(Stored data entries)
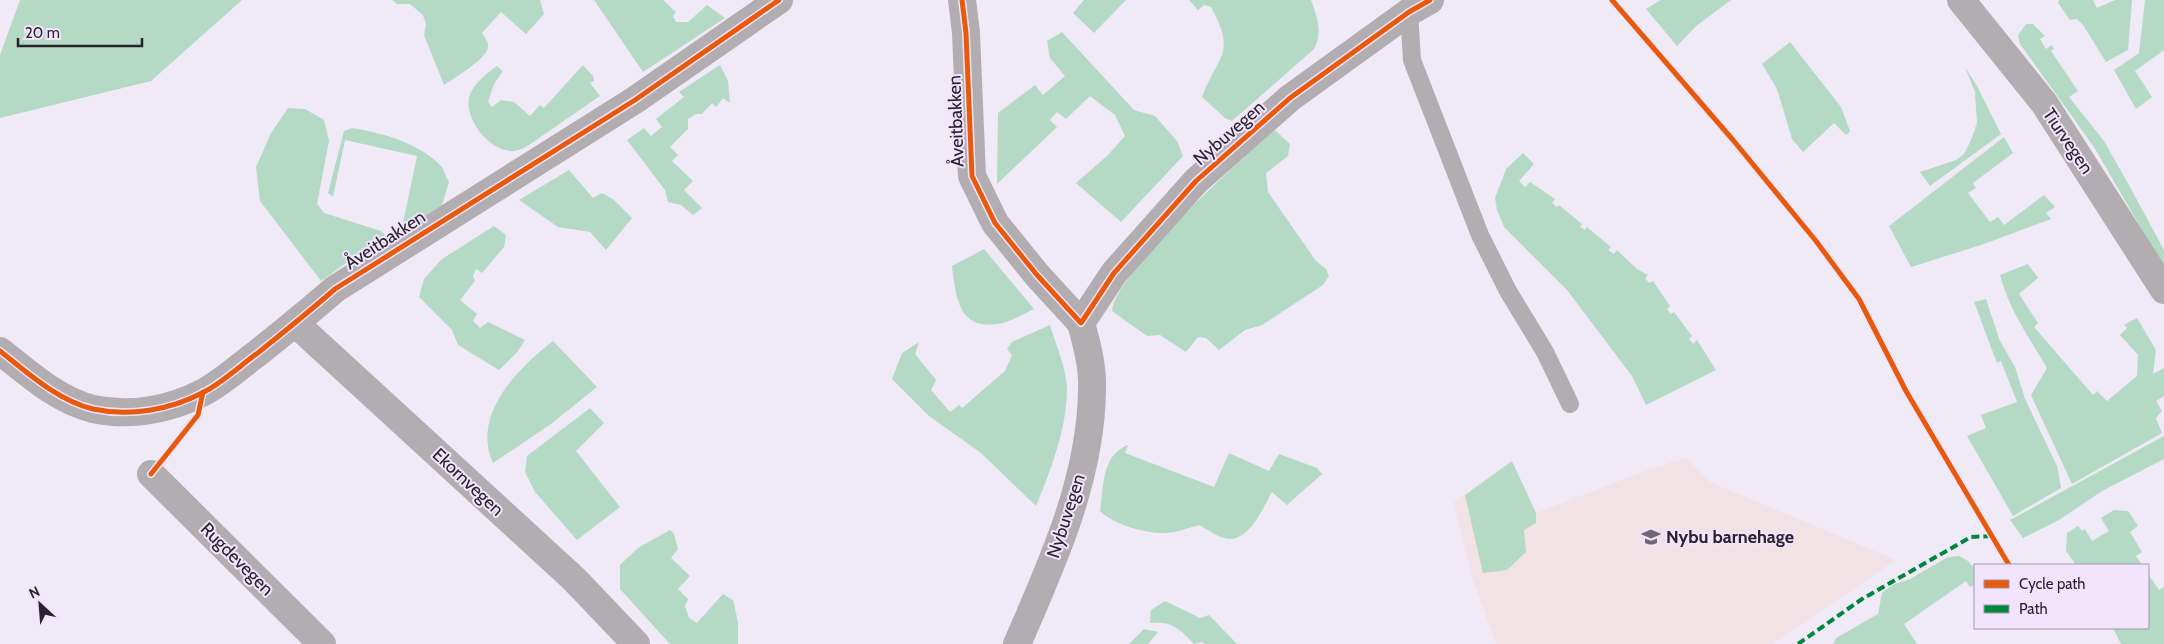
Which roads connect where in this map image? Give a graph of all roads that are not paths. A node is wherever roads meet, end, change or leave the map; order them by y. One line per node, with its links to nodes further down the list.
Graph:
1 (779, 0): 7 (street, Åveitbakken)
2 (962, 0): 6 (street, Åveitbakken)
3 (1961, 0): 5 (street, Tiurvegen)
4 (1420, 6): 6 (street, Nybuvegen); 9 (lane)
5 (2164, 290)
6 (1082, 323): 13 (street, Nybuvegen)
7 (296, 324): 8 (street, Åveitbakken); 12 (street, Ekornvegen)
8 (0, 351)
9 (1570, 404)
10 (151, 474): 11 (street, Rugdevegen)
11 (322, 644)
12 (636, 644)
13 (1017, 644)

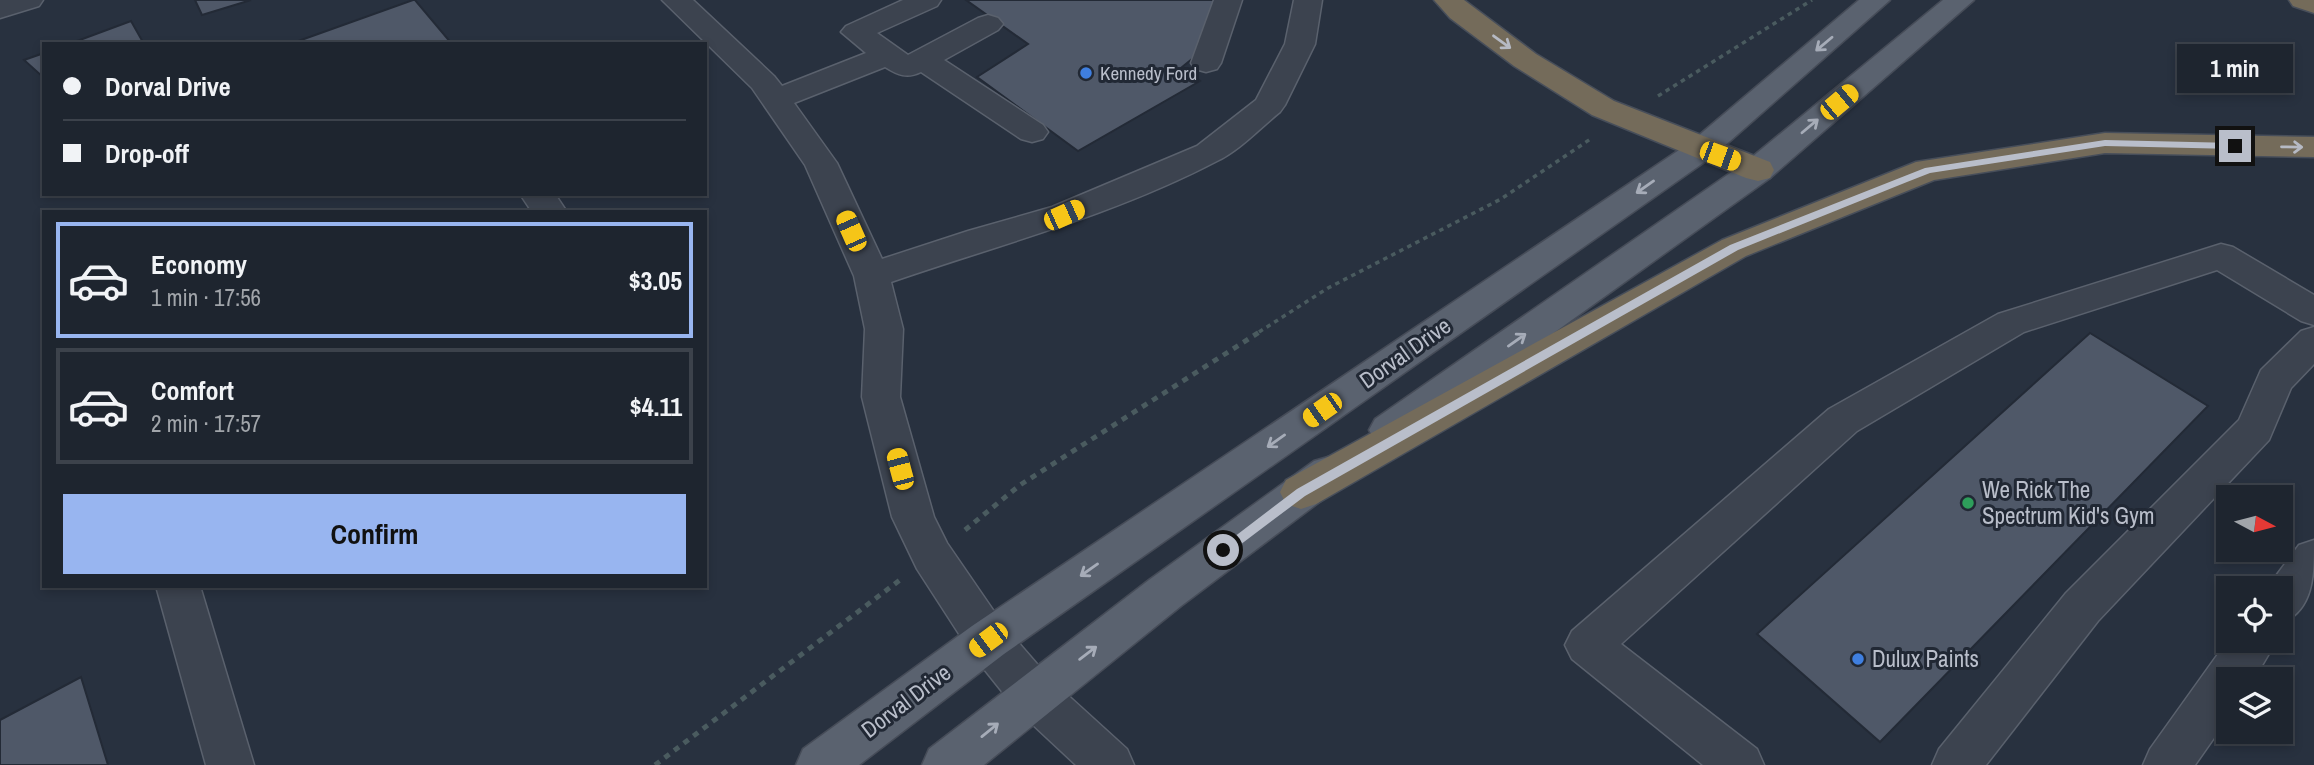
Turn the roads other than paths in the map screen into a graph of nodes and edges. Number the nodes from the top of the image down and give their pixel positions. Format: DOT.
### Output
graph roads {
  1 [pos="29,0"];
  2 [pos="676,0"];
  3 [pos="927,0"];
  4 [pos="1228,0"];
  5 [pos="1308,0"];
  6 [pos="1448,0"];
  7 [pos="1876,0"];
  8 [pos="1959,0"];
  9 [pos="2303,0"];
  10 [pos="2314,4"];
  11 [pos="0,9"];
  12 [pos="988,24"];
  13 [pos="888,55"];
  14 [pos="923,60"];
  15 [pos="1206,64"];
  16 [pos="777,99"];
  17 [pos="1032,132"];
  18 [pos="2314,147"];
  19 [pos="1702,149"];
  20 [pos="1758,170"];
  21 [pos="872,276"];
  22 [pos="2314,312"];
  23 [pos="2314,341"];
  24 [pos="1301,492"];
  25 [pos="2314,558"];
  26 [pos="2293,587"];
  27 [pos="178,588"];
  28 [pos="988,640"];
  29 [pos="1033,694"];
  30 [pos="2216,696"];
  31 [pos="230,765"];
  32 [pos="820,765"];
  33 [pos="946,765"];
  34 [pos="1110,765"];
  35 [pos="1740,765"];
  36 [pos="1956,765"];
  37 [pos="2167,765"];
  1 -- 11 [label="street"];
  2 -- 16 [label="street"];
  3 -- 13 [label="street"];
  4 -- 15 [label="street"];
  5 -- 21 [label="street"];
  6 -- 19 [label="highway, one-way"];
  7 -- 19 [label="main road, Dorval Drive, one-way"];
  20 -- 8 [label="main road, one-way"];
  9 -- 10 [label="highway"];
  12 -- 14 [label="street"];
  13 -- 14 [label="street"];
  13 -- 16 [label="street"];
  14 -- 17 [label="street"];
  16 -- 21 [label="street"];
  24 -- 18 [label="highway, one-way"];
  19 -- 20 [label="highway"];
  19 -- 28 [label="main road, Dorval Drive, one-way"];
  24 -- 20 [label="main road, one-way"];
  21 -- 28 [label="street"];
  22 -- 35 [label="street"];
  23 -- 36 [label="street"];
  29 -- 24 [label="main road, one-way"];
  25 -- 26 [label="street"];
  27 -- 31 [label="street"];
  28 -- 29 [label="street"];
  28 -- 32 [label="main road, Dorval Drive"];
  33 -- 29 [label="main road, one-way"];
  29 -- 34 [label="street"];
  30 -- 37 [label="street"];
}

#### [TASK DETAILS]
What the reply must contain is an exact transcription of the data above and none of its pictures.

#### [TASK RESPONSE]
Which roads connect where in this map image? Give a graph of all roads that are not paths. A node is wherever roads meet, end, change or leave the map; order them by y. One line per node, with its links to nodes further down the list.
Graph:
1 (779, 0): 7 (street, Åveitbakken)
2 (962, 0): 6 (street, Åveitbakken)
3 (1961, 0): 5 (street, Tiurvegen)
4 (1420, 6): 6 (street, Nybuvegen); 9 (lane)
5 (2164, 290)
6 (1082, 323): 13 (street, Nybuvegen)
7 (296, 324): 8 (street, Åveitbakken); 12 (street, Ekornvegen)
8 (0, 351)
9 (1570, 404)
10 (151, 474): 11 (street, Rugdevegen)
11 (322, 644)
12 (636, 644)
13 (1017, 644)

Turn the roads other than paths in the map screen into a graph of nodes and edges. Number the nodes from the top of the image down and give their pixel positions. Format: DOT.
### Output
graph roads {
  1 [pos="29,0"];
  2 [pos="676,0"];
  3 [pos="927,0"];
  4 [pos="1228,0"];
  5 [pos="1308,0"];
  6 [pos="1448,0"];
  7 [pos="1876,0"];
  8 [pos="1959,0"];
  9 [pos="2303,0"];
  10 [pos="2314,4"];
  11 [pos="0,9"];
  12 [pos="988,24"];
  13 [pos="888,55"];
  14 [pos="923,60"];
  15 [pos="1206,64"];
  16 [pos="777,99"];
  17 [pos="1032,132"];
  18 [pos="2314,147"];
  19 [pos="1702,149"];
  20 [pos="1758,170"];
  21 [pos="872,276"];
  22 [pos="2314,312"];
  23 [pos="2314,341"];
  24 [pos="1301,492"];
  25 [pos="2314,558"];
  26 [pos="2293,587"];
  27 [pos="178,588"];
  28 [pos="988,640"];
  29 [pos="1033,694"];
  30 [pos="2216,696"];
  31 [pos="230,765"];
  32 [pos="820,765"];
  33 [pos="946,765"];
  34 [pos="1110,765"];
  35 [pos="1740,765"];
  36 [pos="1956,765"];
  37 [pos="2167,765"];
  1 -- 11 [label="street"];
  2 -- 16 [label="street"];
  3 -- 13 [label="street"];
  4 -- 15 [label="street"];
  5 -- 21 [label="street"];
  6 -- 19 [label="highway, one-way"];
  7 -- 19 [label="main road, Dorval Drive, one-way"];
  20 -- 8 [label="main road, one-way"];
  9 -- 10 [label="highway"];
  12 -- 14 [label="street"];
  13 -- 14 [label="street"];
  13 -- 16 [label="street"];
  14 -- 17 [label="street"];
  16 -- 21 [label="street"];
  24 -- 18 [label="highway, one-way"];
  19 -- 20 [label="highway"];
  19 -- 28 [label="main road, Dorval Drive, one-way"];
  24 -- 20 [label="main road, one-way"];
  21 -- 28 [label="street"];
  22 -- 35 [label="street"];
  23 -- 36 [label="street"];
  29 -- 24 [label="main road, one-way"];
  25 -- 26 [label="street"];
  27 -- 31 [label="street"];
  28 -- 29 [label="street"];
  28 -- 32 [label="main road, Dorval Drive"];
  33 -- 29 [label="main road, one-way"];
  29 -- 34 [label="street"];
  30 -- 37 [label="street"];
}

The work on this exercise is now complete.